I've just heard yet another institution described in all too familiar terms:

"Don't get me wrong, their theology is straight down the line. They're faithful, biblical, solid, orthodox, sound as a pound. You couldn't fault them on their teaching... It's just... Well, they're not very loving. In fact they're pretty closed. Cold even. Harsh actually. Come to think of it they're some of the most hard hearted people I've ever met."

This is horrendously common. What do we reckon is a good response?

My immediate reaction is: Where *are* these total-gospel Christians with diamond-hard hearts? What kind of gospel must this be? How could 'solid, orthodox, faithful' theology produce loveless believers? Do we really think they've got their theology right, they just *happen* to be bearing no gospel fruit?

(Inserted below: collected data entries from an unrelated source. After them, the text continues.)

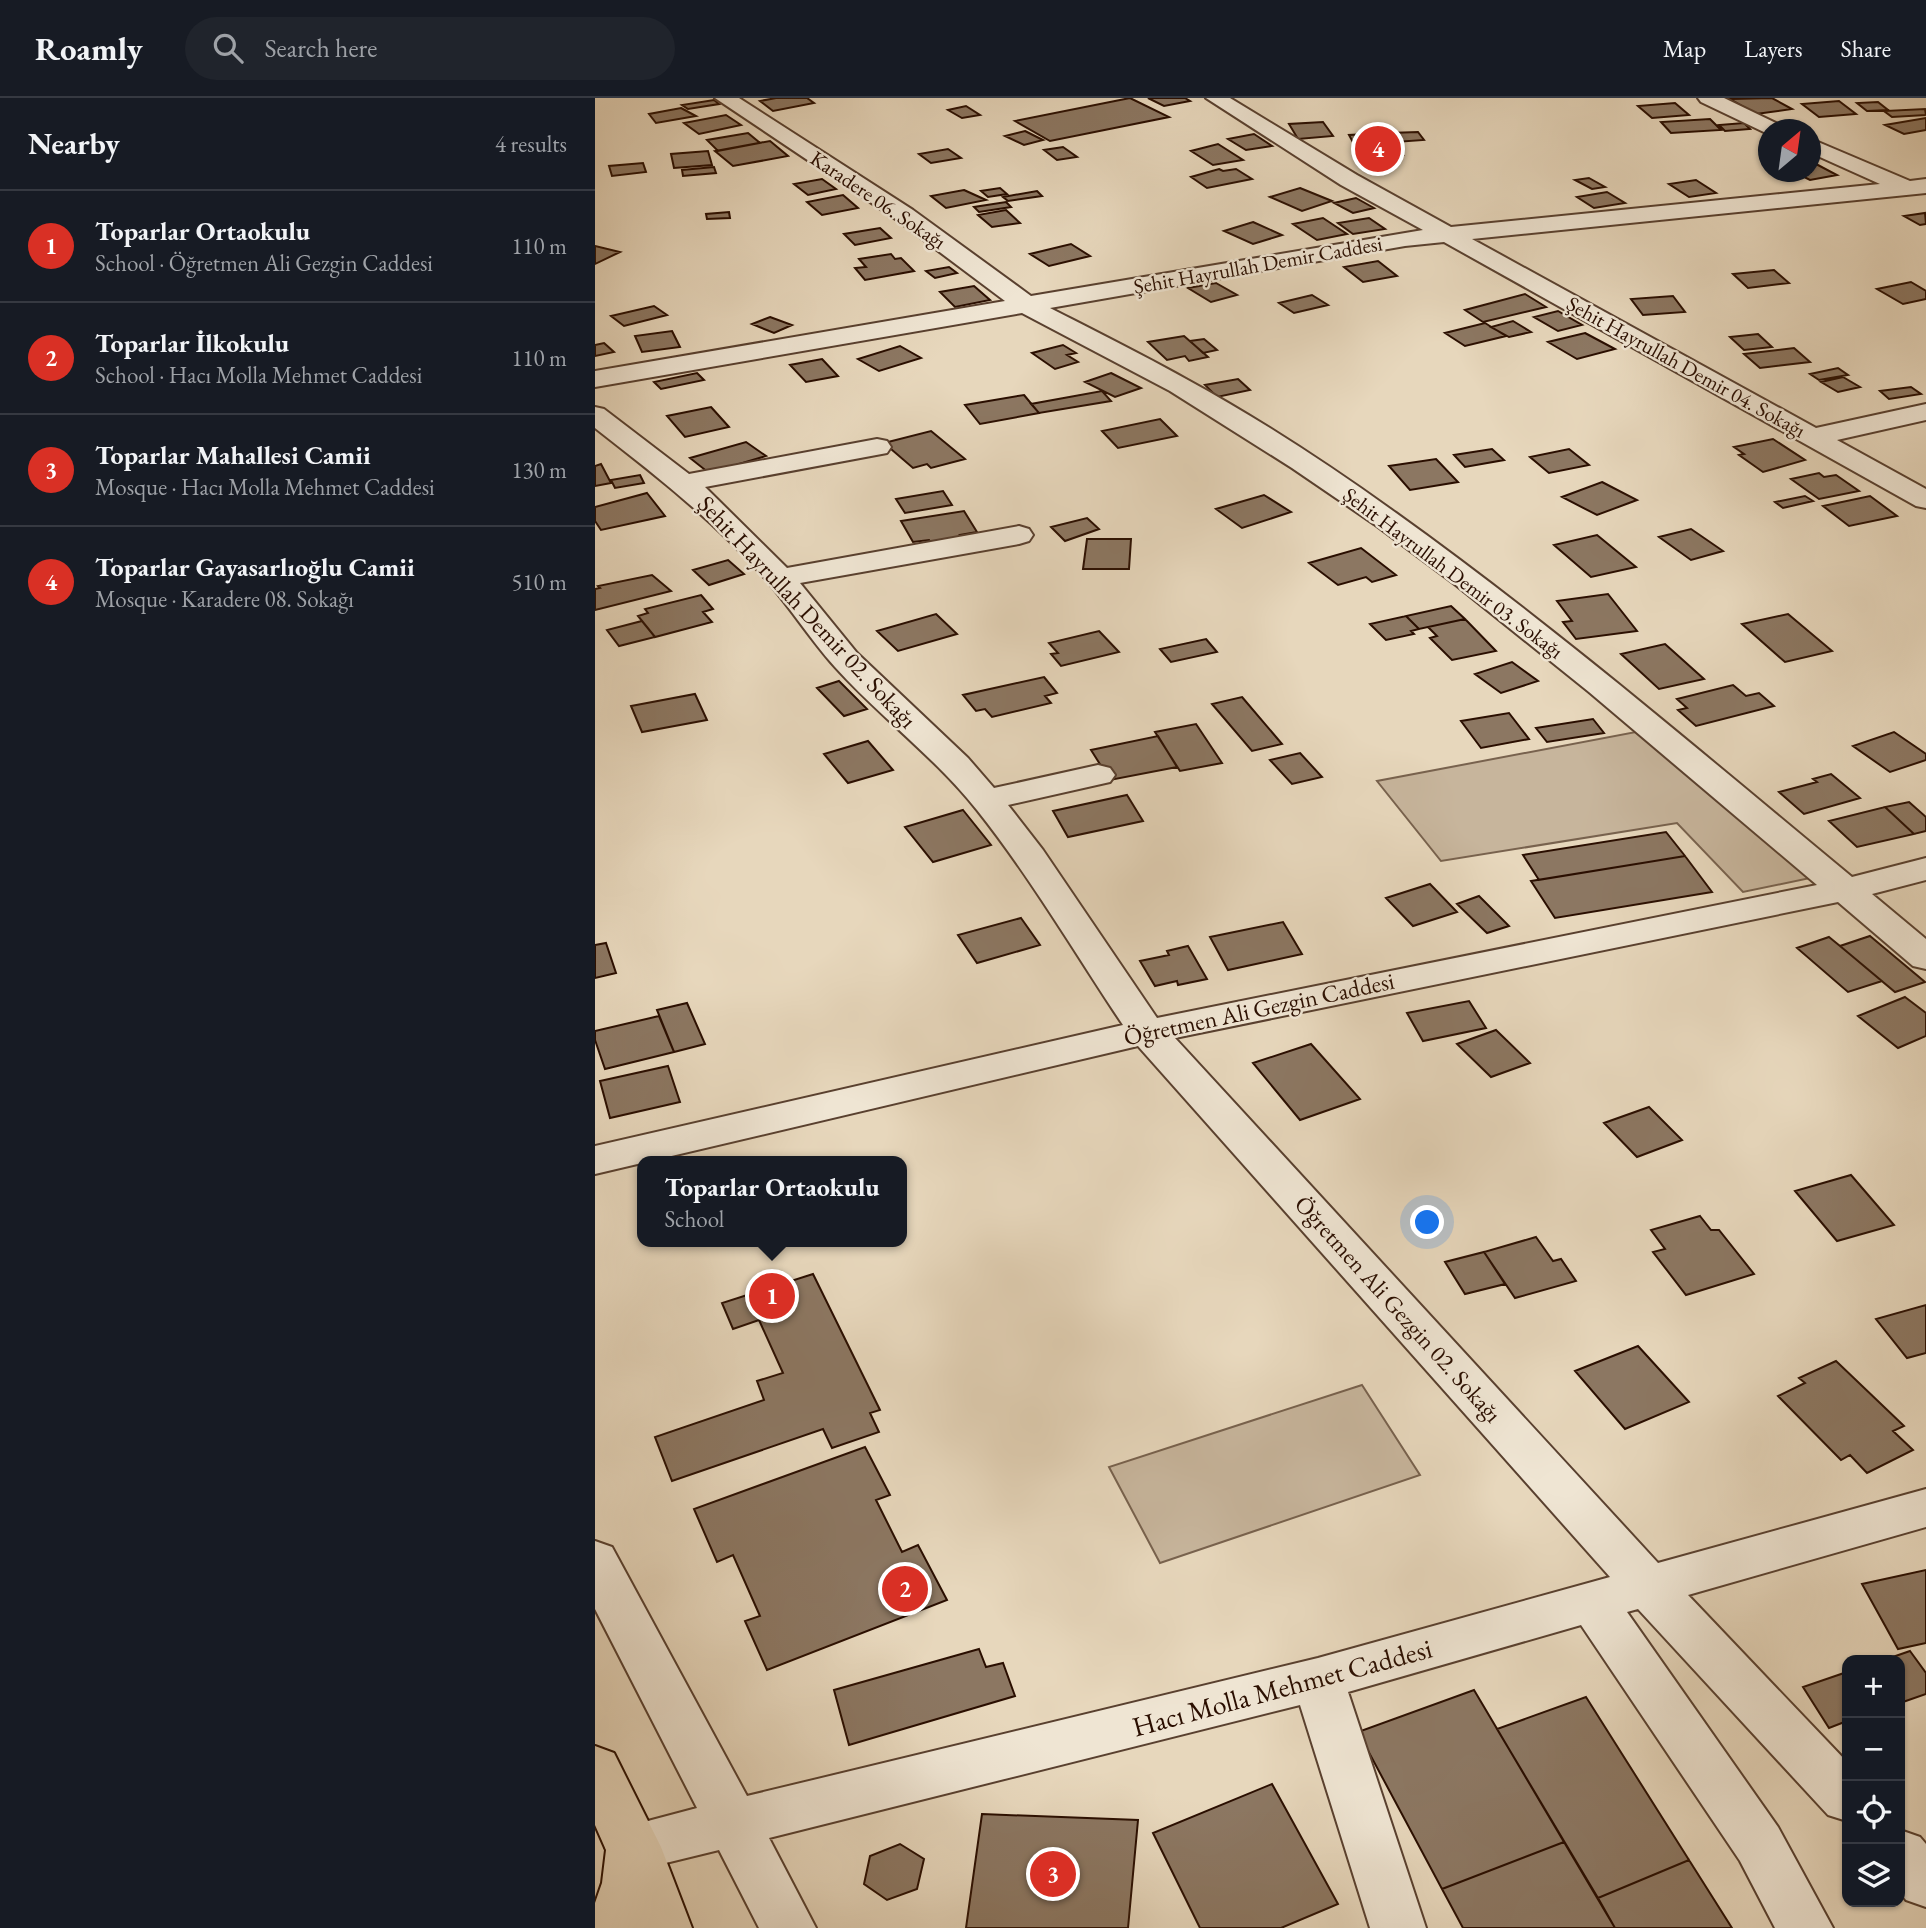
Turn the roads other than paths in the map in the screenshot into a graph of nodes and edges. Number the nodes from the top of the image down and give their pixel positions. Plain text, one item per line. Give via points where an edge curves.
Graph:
1 (725, 98) edge
2 (1216, 98) edge
3 (1708, 98) edge
4 (1758, 122) edge
5 (1821, 149) edge
6 (1920, 190) edge
7 (1447, 234) junction
8 (1028, 306) junction
9 (595, 379) edge
10 (1926, 412) edge
11 (595, 415) edge
12 (1813, 437) junction
13 (877, 447) dead end
14 (684, 483) junction
15 (1926, 500) edge
16 (1019, 535) dead end
17 (906, 544) dead end
18 (777, 574) junction
19 (1098, 775) dead end
20 (987, 800) junction
21 (1926, 869) edge
22 (1845, 890) junction
23 (1926, 958) edge
24 (1147, 1032) junction
25 (595, 1160) edge
26 (1926, 1507) edge
27 (595, 1561) edge
28 (1649, 1587) junction
29 (1593, 1603) junction
30 (1318, 1679) junction
31 (595, 1769) edge
32 (1842, 1793) edge
33 (732, 1823) junction
34 (614, 1830) edge
35 (1905, 1859) edge
36 (1926, 1882) edge
37 (610, 1928) edge
38 (664, 1928) edge
39 (788, 1928) edge
40 (1398, 1928) edge
41 (1805, 1928) edge

1 - 8 street, Karadere 06. Sokağı via 905,215
2 - 7 street, Şehit Hayrullah Demir 04. Sokağı
3 - 4 street
5 - 6 street
6 - 7 street, Şehit Hayrullah Demir Caddesi
7 - 8 street, Şehit Hayrullah Demir Caddesi
7 - 12 street, Şehit Hayrullah Demir 04. Sokağı
8 - 9 street, Şehit Hayrullah Demir Caddesi
8 - 22 street, Şehit Hayrullah Demir 03. Sokağı via 1179,386 1384,518 1600,685
10 - 12 street
11 - 14 street, Şehit Hayrullah Demir 02. Sokağı
12 - 15 street, Şehit Hayrullah Demir 04. Sokağı
13 - 14 street
14 - 18 street, Şehit Hayrullah Demir 02. Sokağı
16 - 18 street
17 - 18 street
18 - 20 street, Şehit Hayrullah Demir 02. Sokağı via 846,660
19 - 20 street
20 - 24 street, Şehit Hayrullah Demir 02. Sokağı
21 - 22 street, Öğretmen Ali Gezgin Caddesi
22 - 23 street, Şehit Hayrullah Demir 03. Sokağı
22 - 24 street, Öğretmen Ali Gezgin Caddesi
24 - 25 street, Öğretmen Ali Gezgin Caddesi
24 - 28 street, Öğretmen Ali Gezgin 02. Sokağı
26 - 28 street, Hacı Molla Mehmet Caddesi
27 - 33 street
28 - 29 street, Hacı Molla Mehmet Caddesi
28 - 32 street, Öğretmen Ali Gezgin 02. Sokağı
29 - 30 street, Hacı Molla Mehmet Caddesi
29 - 41 street via 1759,1844
30 - 33 street, Hacı Molla Mehmet Caddesi
30 - 40 street
31 - 34 highway
33 - 34 street, Hacı Molla Mehmet Caddesi
33 - 39 street
34 - 37 highway via 631,1888
34 - 38 highway
35 - 36 street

And what remedy would we propose for such cool-headed, cold-hearted Christians? Do we assume that they already know the gospel and therefore need to be inspired to love via other means? What means?

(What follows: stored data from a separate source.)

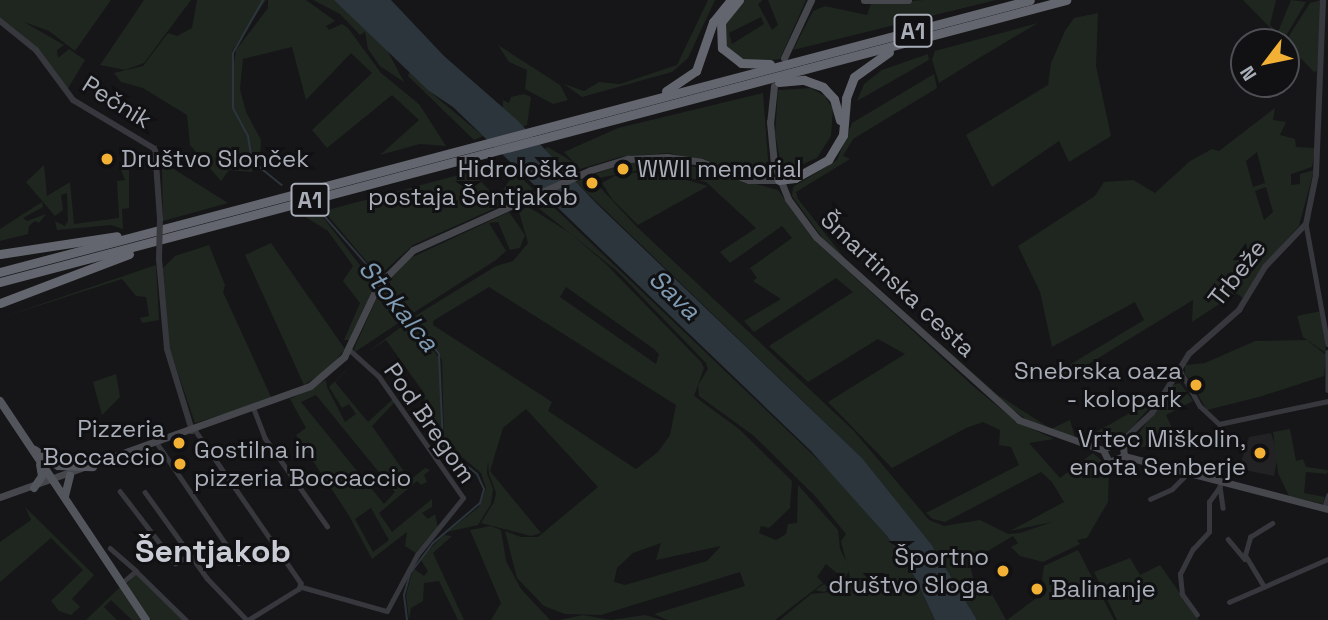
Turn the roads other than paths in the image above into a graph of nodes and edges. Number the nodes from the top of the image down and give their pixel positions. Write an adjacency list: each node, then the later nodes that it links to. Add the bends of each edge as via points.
1 (731, 0): 15 (highway, via 713,22 701,64 691,77 675,88)
2 (739, 0): 12 (highway, via 719,27 726,53 750,66)
3 (811, 0): 11 (main road)
4 (864, 0): 5 (main road)
5 (908, 0)
6 (1030, 0): 12 (highway, A1)
7 (1066, 0): 10 (highway, A1)
8 (1323, 0): 18 (street, via 1316,175)
9 (0, 22): 33 (street, Pečnik, bridge, via 46,62 73,100 155,149 164,332)
10 (923, 38): 13 (highway, A1); 17 (highway, via 860,69 847,93 845,129 835,152 810,172)
11 (785, 58)
12 (796, 62): 15 (highway, A1)
13 (743, 86): 16 (highway, A1, via 547,138); 17 (highway, via 809,81 823,87 837,104 840,128 831,149 815,164)
14 (774, 86): 17 (main road, Šmartinska cesta, via 770,135)
15 (604, 113): 16 (highway, A1)
16 (447, 159): 19 (highway, A1); 20 (highway, A1)
17 (779, 180): 26 (main road, via 749,180 701,162 667,157 628,159 591,170 413,250 378,285); 37 (main road, Šmartinska cesta, via 799,215 825,246 1005,409 1042,431)
18 (1306, 223): 25 (street); 28 (street, Trbeže, via 1265,267 1238,310 1205,337)
19 (150, 233): 21 (highway); 22 (highway, A1)
20 (170, 237): 23 (highway, A1); 24 (highway)
21 (0, 254)
22 (0, 272)
23 (0, 282)
24 (0, 303)
25 (1328, 344)
26 (349, 349): 32 (main road, via 318,382); 64 (street, Pod Bregom, via 396,400 463,498 417,555 387,611)
27 (1328, 352): 29 (street)
28 (1179, 367): 31 (street, via 1200,406 1219,424); 35 (street, Trbeže, via 1152,413)
29 (1328, 390)
30 (0, 401): 36 (main road)
31 (1328, 401)
32 (254, 409): 33 (main road); 55 (street, via 262,435)
33 (194, 431): 34 (main road); 57 (street)
34 (157, 443): 40 (main road); 57 (street, via 239,563)
35 (1120, 443): 37 (main road, via 1109,442); 38 (main road)
36 (31, 446): 39 (main road); 40 (main road, via 58,466)
37 (1103, 450): 38 (main road, Šmartinska cesta, via 1112,463)
38 (1124, 456): 41 (main road)
39 (39, 459): 43 (main road); 45 (main road, via 42,476)
40 (93, 467): 42 (main road)
41 (1189, 472): 44 (main road); 50 (street, via 1172,489)
42 (71, 476): 43 (main road); 51 (main road, via 64,489)
43 (53, 482): 45 (main road); 51 (main road)
44 (1221, 484): 52 (street); 53 (main road); 67 (street, via 1209,502 1209,532 1193,549 1180,574 1182,594)
45 (34, 488): 49 (main road)
46 (120, 491): 59 (street, via 175,563)
47 (145, 492): 59 (street)
48 (1328, 496): 53 (street)
49 (0, 497)
50 (1150, 499)
51 (71, 508): 63 (main road)
52 (1223, 508)
53 (1326, 508)
54 (1272, 523): 61 (street, via 1250,537)
55 (327, 526)
56 (1228, 539): 61 (street, via 1237,555)
57 (276, 546): 64 (street)
58 (110, 548): 62 (street)
59 (190, 556): 70 (street)
60 (1328, 559): 65 (street)
61 (1246, 560): 65 (street)
62 (136, 571): 63 (street); 69 (street)
63 (122, 583): 68 (main road)
64 (302, 587): 70 (street)
65 (1264, 587): 66 (street)
66 (1229, 602)
67 (1197, 615)
68 (146, 620)
69 (186, 620)
70 (248, 620)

No. Next time you hear someone say "He/She/They are solid theologically, they're just not loving", say "Pish, Tosh, Codswallop, Bunkum and Balderdash!"

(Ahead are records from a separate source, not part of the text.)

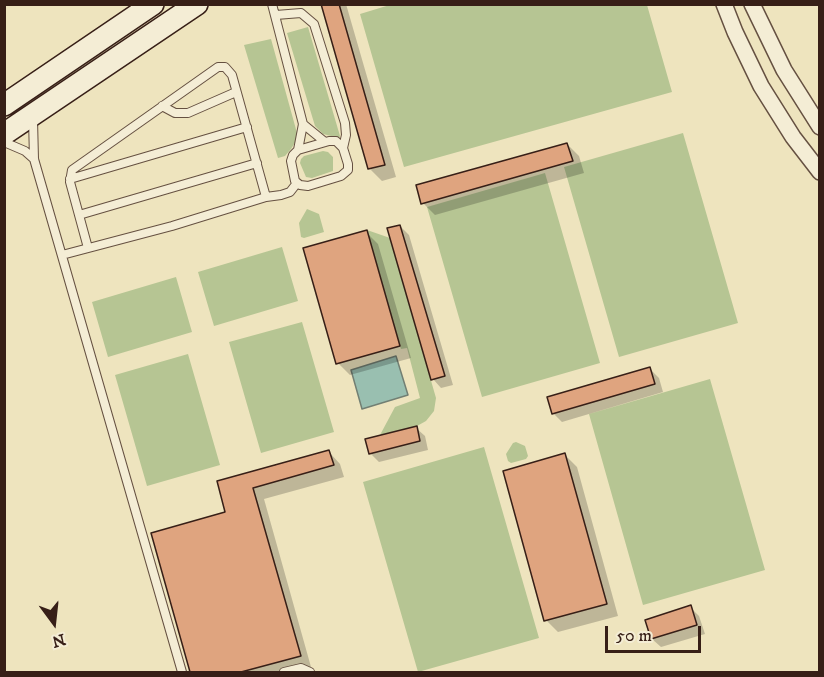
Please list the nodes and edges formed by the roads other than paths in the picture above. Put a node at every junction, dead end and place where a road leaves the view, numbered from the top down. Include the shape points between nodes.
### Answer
1 (153, 4) edge
2 (197, 4) edge
3 (272, 4) edge
4 (724, 4) edge
5 (752, 4) edge
6 (276, 15) junction
7 (236, 92) junction
8 (4, 105) edge
9 (162, 106) junction
10 (33, 115) junction
11 (303, 124) junction
12 (247, 127) junction
13 (819, 127) edge
14 (4, 134) edge
15 (4, 142) edge
16 (325, 142) junction
17 (343, 148) junction
18 (298, 150) junction
19 (34, 159) junction
20 (257, 163) junction
21 (819, 171) edge
22 (70, 178) junction
23 (297, 183) junction
24 (266, 197) junction
25 (79, 215) junction
26 (88, 248) junction
27 (62, 255) junction
28 (182, 672) edge
29 (284, 672) edge
30 (310, 672) edge

1 - 8 main road
2 - 10 main road
3 - 6 lane
4 - 21 street via 766,95
5 - 13 street via 784,70
6 - 11 lane
6 - 17 lane via 301,13 314,24 345,123
7 - 9 lane via 188,113 175,113
7 - 9 lane via 230,72 218,67
7 - 12 lane
9 - 22 lane via 76,166
10 - 14 main road
10 - 19 lane
11 - 16 lane
11 - 18 lane
12 - 20 lane
12 - 22 lane
15 - 19 lane
16 - 17 lane via 336,141
16 - 18 lane
17 - 23 lane via 348,167 344,175 308,186
18 - 23 lane via 291,161
19 - 27 lane
20 - 24 lane
20 - 25 lane
22 - 25 lane
23 - 24 lane via 290,192
24 - 26 lane
25 - 26 lane
26 - 27 lane
27 - 28 lane
29 - 30 lane via 301,668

They *cannot* be solid theologically. Maybe once they were. Maybe their reputation still resounds around the world. But their gospel is revealed far more clearly in their lives than in some abstract credal conformity.

Don't dare concede to such people that 'they're cold but still sound.' No, you've smelt the stench, now hunt down the source. It'll go all the way to the core of their allegedly orthodox theology.

It'll take a root and branch reformation to sort out this lot. But don't settle for anything less.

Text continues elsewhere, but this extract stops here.